MATERIAL PROVIDED:
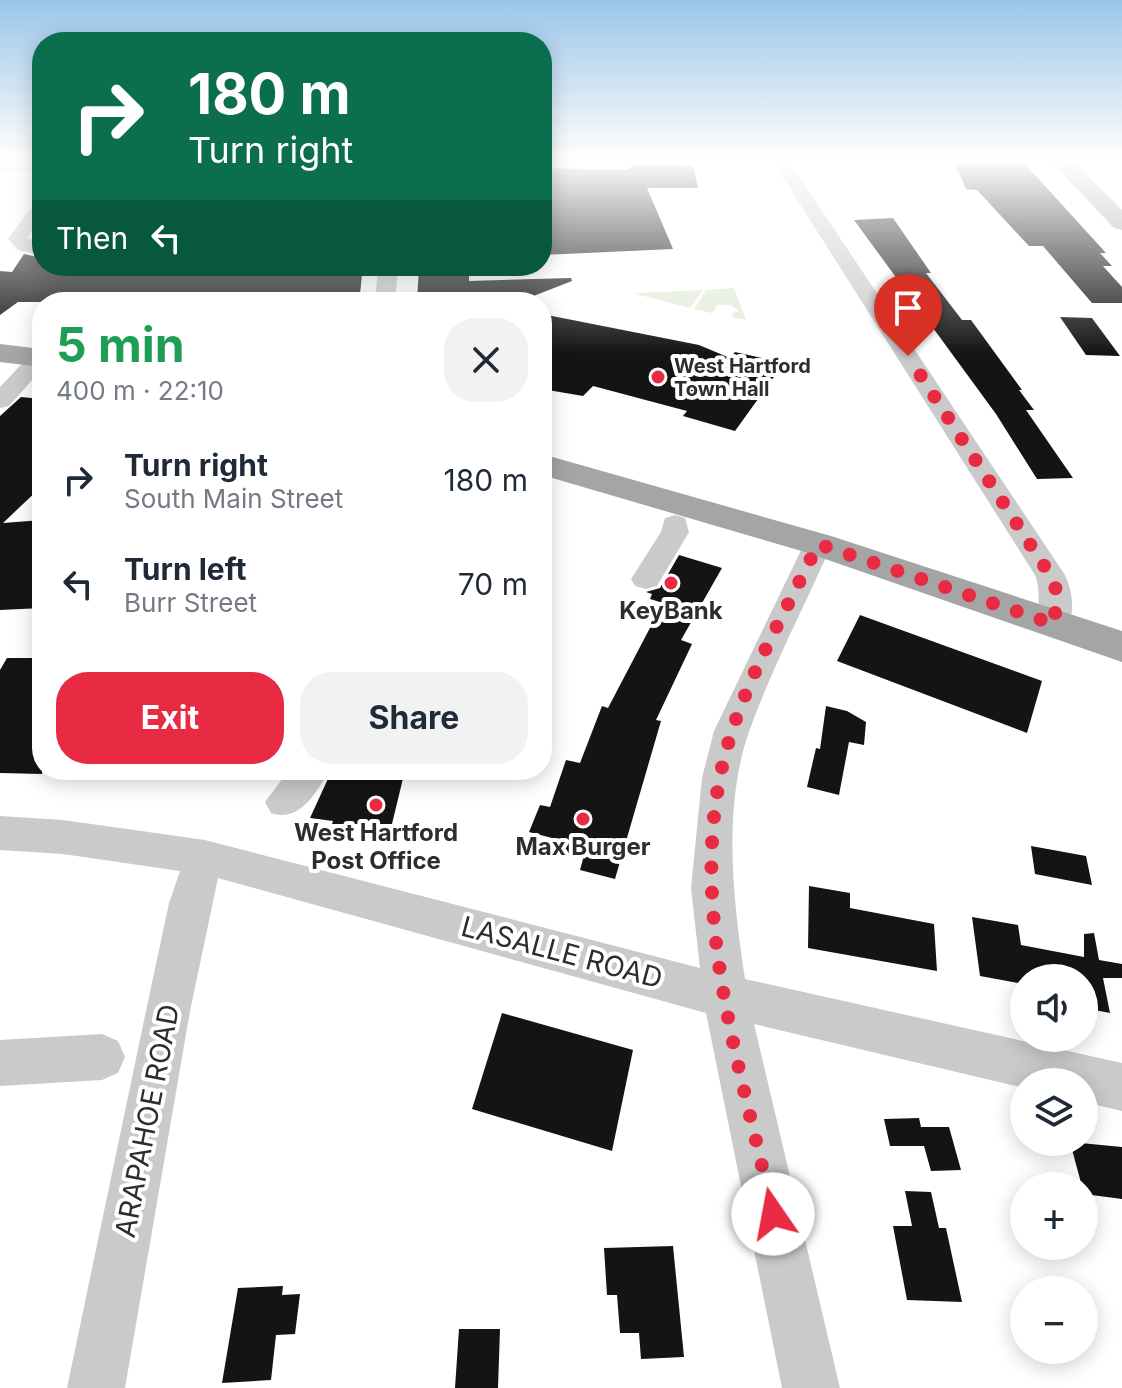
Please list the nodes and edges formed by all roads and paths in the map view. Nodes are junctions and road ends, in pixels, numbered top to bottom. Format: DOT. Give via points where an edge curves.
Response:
graph roads {
  1 [pos="27,225"];
  2 [pos="822,225"];
  3 [pos="32,247"];
  4 [pos="0,353"];
  5 [pos="29,371"];
  6 [pos="0,401"];
  7 [pos="552,467"];
  8 [pos="675,524"];
  9 [pos="818,544"];
  10 [pos="641,590"];
  11 [pos="1054,624"];
  12 [pos="1122,647"];
  13 [pos="303,780"];
  14 [pos="284,802"];
  15 [pos="0,833"];
  16 [pos="205,857"];
  17 [pos="725,996"];
  18 [pos="102,1057"];
  19 [pos="0,1063"];
  20 [pos="1122,1087"];
  21 [pos="96,1388"];
  22 [pos="811,1388"];
  1 -- 3 [label="street" via="17,239"];
  2 -- 11 [label="street" via="1050,575 1057,592"];
  4 -- 5 [label="main road"];
  5 -- 6 [label="street"];
  7 -- 9 [label="main road"];
  8 -- 10 [label="street"];
  9 -- 11 [label="main road"];
  9 -- 17 [label="street" via="748,690 720,778 711,888"];
  11 -- 12 [label="main road"];
  13 -- 14 [label="street"];
  15 -- 16 [label="street, LASALLE ROAD"];
  16 -- 17 [label="street, LASALLE ROAD"];
  16 -- 21 [label="street, ARAPAHOE ROAD" via="190,903"];
  17 -- 20 [label="street, LASALLE ROAD"];
  17 -- 22 [label="street"];
  18 -- 19 [label="street"];
}
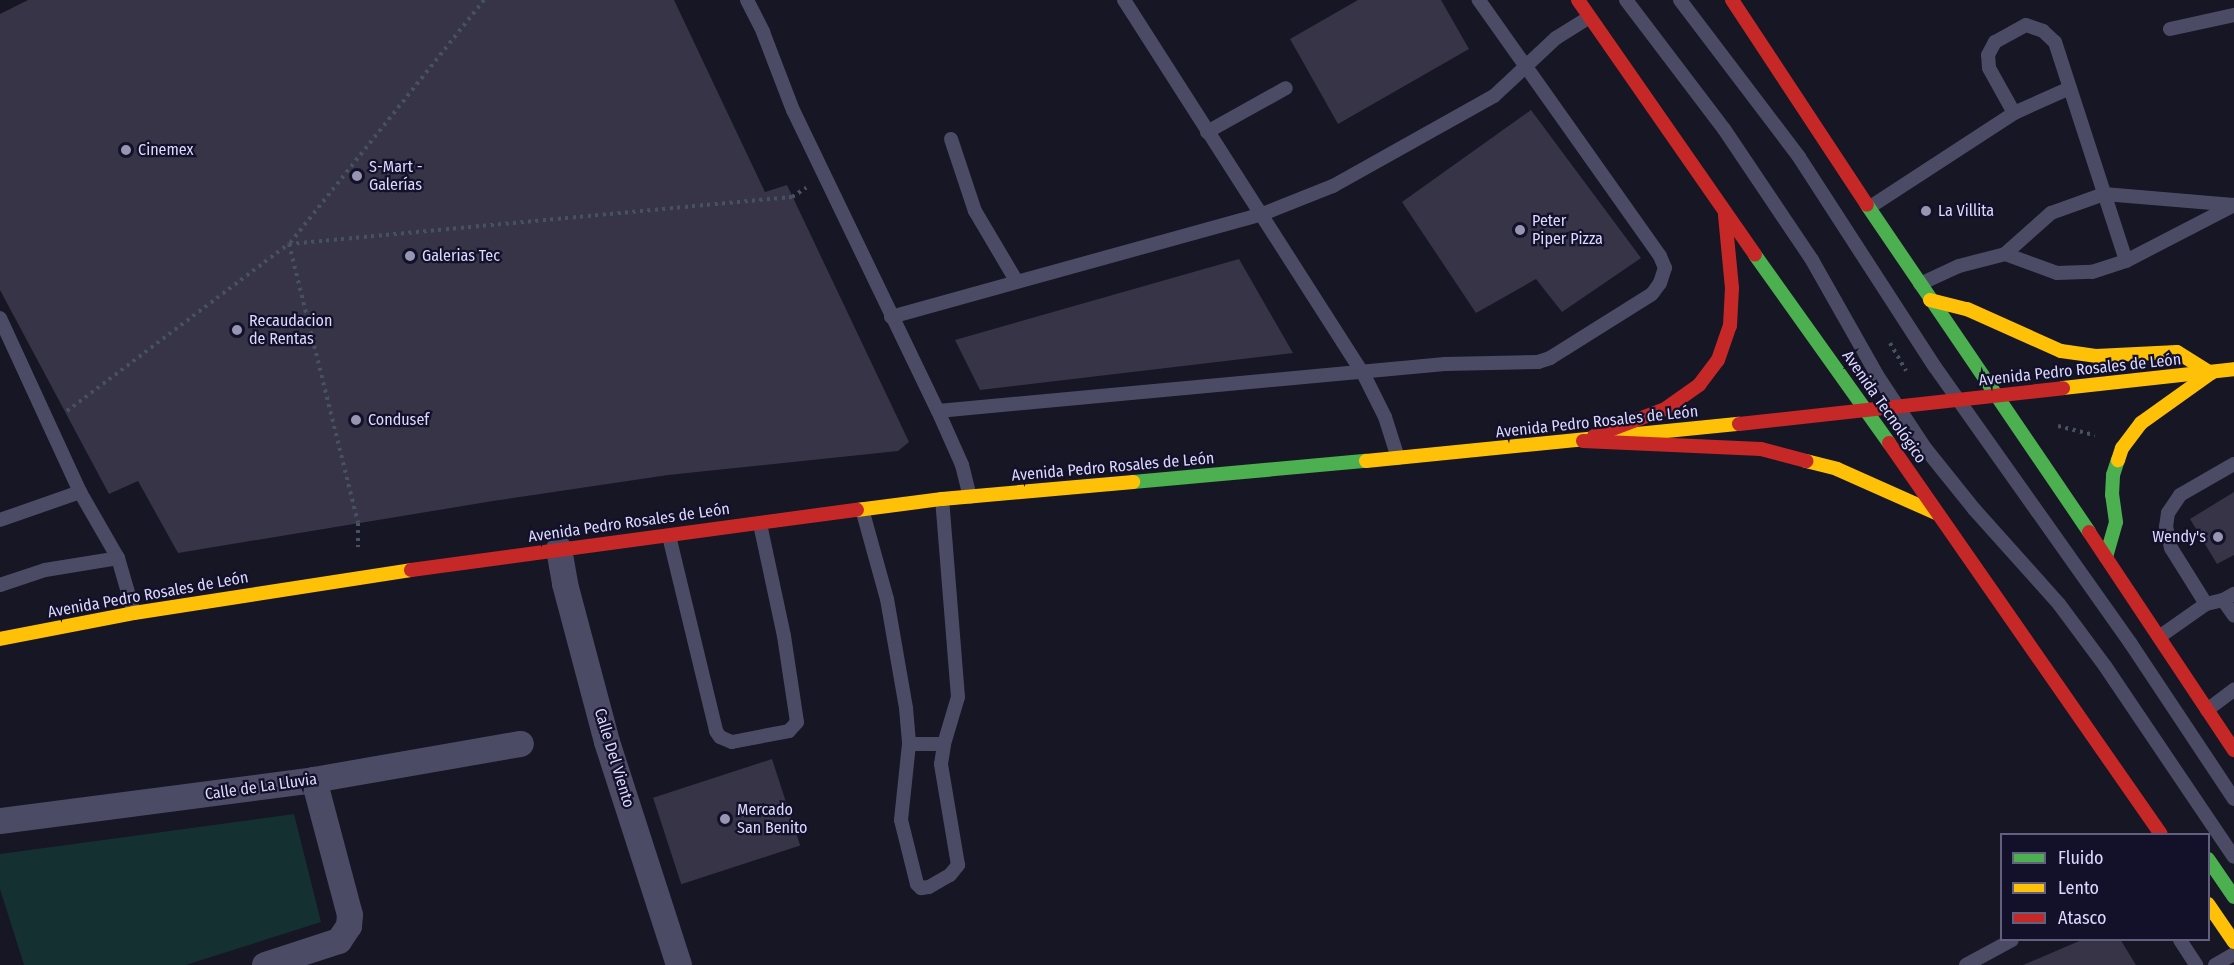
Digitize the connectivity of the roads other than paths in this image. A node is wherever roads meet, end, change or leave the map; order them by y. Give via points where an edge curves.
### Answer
1 (747, 0) edge
2 (1124, 0) edge
3 (1479, 0) edge
4 (1578, 0) edge
5 (1626, 0) edge
6 (1680, 0) edge
7 (1732, 0) edge
8 (2234, 15) edge
9 (1589, 17) junction
10 (2170, 29) dead end
11 (1523, 67) junction
12 (1286, 88) dead end
13 (2070, 88) junction
14 (2014, 113) junction
15 (1207, 132) junction
16 (951, 139) dead end
17 (2104, 194) junction
18 (2234, 205) edge
19 (1870, 207) junction
20 (1725, 213) junction
21 (1260, 215) junction
22 (2005, 254) junction
23 (2126, 261) junction
24 (1017, 282) junction
25 (1920, 284) junction
26 (1930, 300) junction
27 (891, 317) junction
28 (0, 318) edge
29 (2234, 369) edge
30 (1363, 373) junction
31 (2211, 373) junction
32 (1996, 395) junction
33 (1958, 400) junction
34 (1897, 407) junction
35 (938, 411) junction
36 (1868, 411) junction
37 (1583, 441) junction
38 (1398, 458) junction
39 (2234, 464) edge
40 (80, 492) junction
41 (970, 497) junction
42 (942, 499) junction
43 (862, 509) junction
44 (1935, 513) junction
45 (0, 520) edge
46 (760, 522) junction
47 (669, 533) junction
48 (559, 549) junction
49 (2106, 557) junction
50 (118, 558) junction
51 (0, 585) edge
52 (2229, 597) edge
53 (2206, 604) junction
54 (134, 613) junction
55 (2234, 616) edge
56 (2159, 637) junction
57 (0, 639) edge
58 (2234, 690) edge
59 (2207, 710) junction
60 (521, 744) dead end
61 (909, 744) junction
62 (944, 744) junction
63 (2234, 750) edge
64 (314, 780) junction
65 (2125, 782) junction
66 (2234, 799) edge
67 (2168, 819) dead end
68 (0, 820) edge
69 (2160, 833) edge
70 (2234, 857) edge
71 (2210, 862) edge
72 (2234, 897) edge
73 (2210, 907) edge
74 (2008, 941) edge
75 (2181, 941) edge
76 (2234, 942) edge
77 (2234, 954) edge
78 (265, 965) edge
79 (679, 965) edge
80 (1966, 965) edge
81 (2196, 965) edge
82 (2215, 965) edge

1 - 27 lane
2 - 15 lane
3 - 11 lane
4 - 9 main road, Avenida Tecnológico
5 - 34 lane via 1724,129 1805,251
6 - 33 lane via 1799,157
7 - 19 main road
8 - 10 lane
9 - 11 lane via 1556,38
9 - 20 main road, Avenida Tecnológico
11 - 21 lane via 1494,96 1334,186
11 - 30 lane via 1660,256 1665,268 1660,282 1652,294 1539,362 1445,364
12 - 15 lane
13 - 14 lane
13 - 14 lane via 2055,42 2043,31 2026,25 1995,42 1988,55 1989,68
13 - 17 lane
14 - 19 lane
15 - 21 lane
16 - 24 lane via 975,212
17 - 18 lane
17 - 22 lane via 2051,213
17 - 23 lane
18 - 23 lane
19 - 25 main road
20 - 36 main road, Avenida Tecnológico
20 - 37 main road via 1732,288 1730,326 1718,360 1699,385 1674,404
21 - 24 lane
21 - 30 lane
22 - 23 lane via 2057,273 2092,272
22 - 25 lane via 1959,266
24 - 27 lane
25 - 26 main road
26 - 31 main road via 1967,309 2061,351 2096,356 2177,352
26 - 32 main road
27 - 35 lane
28 - 40 lane
29 - 31 main road, Avenida Pedro Rosales de León
30 - 35 lane
30 - 38 lane via 1385,417
31 - 32 main road, Avenida Pedro Rosales de León
31 - 49 main road via 2141,423 2122,448 2113,475 2116,522
32 - 33 main road, Avenida Pedro Rosales de León
32 - 49 main road
33 - 34 main road, Avenida Pedro Rosales de León
33 - 66 lane via 2131,644
34 - 36 main road, Avenida Pedro Rosales de León
34 - 70 lane via 1974,510 2059,604
35 - 41 lane via 962,465
36 - 37 main road, Avenida Pedro Rosales de León
36 - 44 main road, Avenida Tecnológico
37 - 38 main road, Avenida Pedro Rosales de León
37 - 44 main road via 1761,449 1827,465
38 - 41 main road, Avenida Pedro Rosales de León
39 - 53 lane via 2180,495 2168,513 2166,528 2171,548
40 - 45 lane
40 - 50 lane
41 - 42 main road, Avenida Pedro Rosales de León
42 - 43 main road, Avenida Pedro Rosales de León
42 - 62 lane via 958,697
43 - 46 main road, Avenida Pedro Rosales de León
43 - 61 lane via 887,599
44 - 65 main road, Avenida Tecnológico
46 - 47 main road, Avenida Pedro Rosales de León
46 - 47 lane via 797,722 789,731 732,742 716,731
47 - 48 main road, Avenida Pedro Rosales de León
48 - 54 main road, Avenida Pedro Rosales de León
48 - 79 street, Calle Del Viento via 607,742
49 - 56 main road
50 - 51 lane via 45,570
50 - 54 lane
52 - 53 lane
52 - 55 lane
53 - 56 lane
54 - 57 main road, Avenida Pedro Rosales de León
56 - 59 main road
58 - 59 lane
59 - 63 main road
60 - 64 street, Calle de La Lluvia
61 - 62 lane
61 - 62 lane via 901,820 921,888 950,875 958,865 941,764
64 - 68 street, Calle de La Lluvia
64 - 78 street via 350,915 349,926 339,941
65 - 67 main road
65 - 69 main road, Avenida Tecnológico
71 - 72 main road
73 - 76 main road
74 - 80 lane
75 - 81 lane
77 - 82 lane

TASK BRIEF: No picture is to appear in the copy; every entry above is otherwise to be printed verbatim.

FINISHED EXERCISE:
Please list the nodes and edges formed by all roads and paths in the map view. Nodes are junctions and road ends, in pixels, numbered top to bottom. Format: DOT. Give via points where an edge curves.
Response:
graph roads {
  1 [pos="27,225"];
  2 [pos="822,225"];
  3 [pos="32,247"];
  4 [pos="0,353"];
  5 [pos="29,371"];
  6 [pos="0,401"];
  7 [pos="552,467"];
  8 [pos="675,524"];
  9 [pos="818,544"];
  10 [pos="641,590"];
  11 [pos="1054,624"];
  12 [pos="1122,647"];
  13 [pos="303,780"];
  14 [pos="284,802"];
  15 [pos="0,833"];
  16 [pos="205,857"];
  17 [pos="725,996"];
  18 [pos="102,1057"];
  19 [pos="0,1063"];
  20 [pos="1122,1087"];
  21 [pos="96,1388"];
  22 [pos="811,1388"];
  1 -- 3 [label="street" via="17,239"];
  2 -- 11 [label="street" via="1050,575 1057,592"];
  4 -- 5 [label="main road"];
  5 -- 6 [label="street"];
  7 -- 9 [label="main road"];
  8 -- 10 [label="street"];
  9 -- 11 [label="main road"];
  9 -- 17 [label="street" via="748,690 720,778 711,888"];
  11 -- 12 [label="main road"];
  13 -- 14 [label="street"];
  15 -- 16 [label="street, LASALLE ROAD"];
  16 -- 17 [label="street, LASALLE ROAD"];
  16 -- 21 [label="street, ARAPAHOE ROAD" via="190,903"];
  17 -- 20 [label="street, LASALLE ROAD"];
  17 -- 22 [label="street"];
  18 -- 19 [label="street"];
}
Digitize the connectivity of the roads other than paths in this image. A node is wherever roads meet, end, change or leave the map; order them by y. Give via points where an edge curves.
### Answer
1 (747, 0) edge
2 (1124, 0) edge
3 (1479, 0) edge
4 (1578, 0) edge
5 (1626, 0) edge
6 (1680, 0) edge
7 (1732, 0) edge
8 (2234, 15) edge
9 (1589, 17) junction
10 (2170, 29) dead end
11 (1523, 67) junction
12 (1286, 88) dead end
13 (2070, 88) junction
14 (2014, 113) junction
15 (1207, 132) junction
16 (951, 139) dead end
17 (2104, 194) junction
18 (2234, 205) edge
19 (1870, 207) junction
20 (1725, 213) junction
21 (1260, 215) junction
22 (2005, 254) junction
23 (2126, 261) junction
24 (1017, 282) junction
25 (1920, 284) junction
26 (1930, 300) junction
27 (891, 317) junction
28 (0, 318) edge
29 (2234, 369) edge
30 (1363, 373) junction
31 (2211, 373) junction
32 (1996, 395) junction
33 (1958, 400) junction
34 (1897, 407) junction
35 (938, 411) junction
36 (1868, 411) junction
37 (1583, 441) junction
38 (1398, 458) junction
39 (2234, 464) edge
40 (80, 492) junction
41 (970, 497) junction
42 (942, 499) junction
43 (862, 509) junction
44 (1935, 513) junction
45 (0, 520) edge
46 (760, 522) junction
47 (669, 533) junction
48 (559, 549) junction
49 (2106, 557) junction
50 (118, 558) junction
51 (0, 585) edge
52 (2229, 597) edge
53 (2206, 604) junction
54 (134, 613) junction
55 (2234, 616) edge
56 (2159, 637) junction
57 (0, 639) edge
58 (2234, 690) edge
59 (2207, 710) junction
60 (521, 744) dead end
61 (909, 744) junction
62 (944, 744) junction
63 (2234, 750) edge
64 (314, 780) junction
65 (2125, 782) junction
66 (2234, 799) edge
67 (2168, 819) dead end
68 (0, 820) edge
69 (2160, 833) edge
70 (2234, 857) edge
71 (2210, 862) edge
72 (2234, 897) edge
73 (2210, 907) edge
74 (2008, 941) edge
75 (2181, 941) edge
76 (2234, 942) edge
77 (2234, 954) edge
78 (265, 965) edge
79 (679, 965) edge
80 (1966, 965) edge
81 (2196, 965) edge
82 (2215, 965) edge

1 - 27 lane
2 - 15 lane
3 - 11 lane
4 - 9 main road, Avenida Tecnológico
5 - 34 lane via 1724,129 1805,251
6 - 33 lane via 1799,157
7 - 19 main road
8 - 10 lane
9 - 11 lane via 1556,38
9 - 20 main road, Avenida Tecnológico
11 - 21 lane via 1494,96 1334,186
11 - 30 lane via 1660,256 1665,268 1660,282 1652,294 1539,362 1445,364
12 - 15 lane
13 - 14 lane
13 - 14 lane via 2055,42 2043,31 2026,25 1995,42 1988,55 1989,68
13 - 17 lane
14 - 19 lane
15 - 21 lane
16 - 24 lane via 975,212
17 - 18 lane
17 - 22 lane via 2051,213
17 - 23 lane
18 - 23 lane
19 - 25 main road
20 - 36 main road, Avenida Tecnológico
20 - 37 main road via 1732,288 1730,326 1718,360 1699,385 1674,404
21 - 24 lane
21 - 30 lane
22 - 23 lane via 2057,273 2092,272
22 - 25 lane via 1959,266
24 - 27 lane
25 - 26 main road
26 - 31 main road via 1967,309 2061,351 2096,356 2177,352
26 - 32 main road
27 - 35 lane
28 - 40 lane
29 - 31 main road, Avenida Pedro Rosales de León
30 - 35 lane
30 - 38 lane via 1385,417
31 - 32 main road, Avenida Pedro Rosales de León
31 - 49 main road via 2141,423 2122,448 2113,475 2116,522
32 - 33 main road, Avenida Pedro Rosales de León
32 - 49 main road
33 - 34 main road, Avenida Pedro Rosales de León
33 - 66 lane via 2131,644
34 - 36 main road, Avenida Pedro Rosales de León
34 - 70 lane via 1974,510 2059,604
35 - 41 lane via 962,465
36 - 37 main road, Avenida Pedro Rosales de León
36 - 44 main road, Avenida Tecnológico
37 - 38 main road, Avenida Pedro Rosales de León
37 - 44 main road via 1761,449 1827,465
38 - 41 main road, Avenida Pedro Rosales de León
39 - 53 lane via 2180,495 2168,513 2166,528 2171,548
40 - 45 lane
40 - 50 lane
41 - 42 main road, Avenida Pedro Rosales de León
42 - 43 main road, Avenida Pedro Rosales de León
42 - 62 lane via 958,697
43 - 46 main road, Avenida Pedro Rosales de León
43 - 61 lane via 887,599
44 - 65 main road, Avenida Tecnológico
46 - 47 main road, Avenida Pedro Rosales de León
46 - 47 lane via 797,722 789,731 732,742 716,731
47 - 48 main road, Avenida Pedro Rosales de León
48 - 54 main road, Avenida Pedro Rosales de León
48 - 79 street, Calle Del Viento via 607,742
49 - 56 main road
50 - 51 lane via 45,570
50 - 54 lane
52 - 53 lane
52 - 55 lane
53 - 56 lane
54 - 57 main road, Avenida Pedro Rosales de León
56 - 59 main road
58 - 59 lane
59 - 63 main road
60 - 64 street, Calle de La Lluvia
61 - 62 lane
61 - 62 lane via 901,820 921,888 950,875 958,865 941,764
64 - 68 street, Calle de La Lluvia
64 - 78 street via 350,915 349,926 339,941
65 - 67 main road
65 - 69 main road, Avenida Tecnológico
71 - 72 main road
73 - 76 main road
74 - 80 lane
75 - 81 lane
77 - 82 lane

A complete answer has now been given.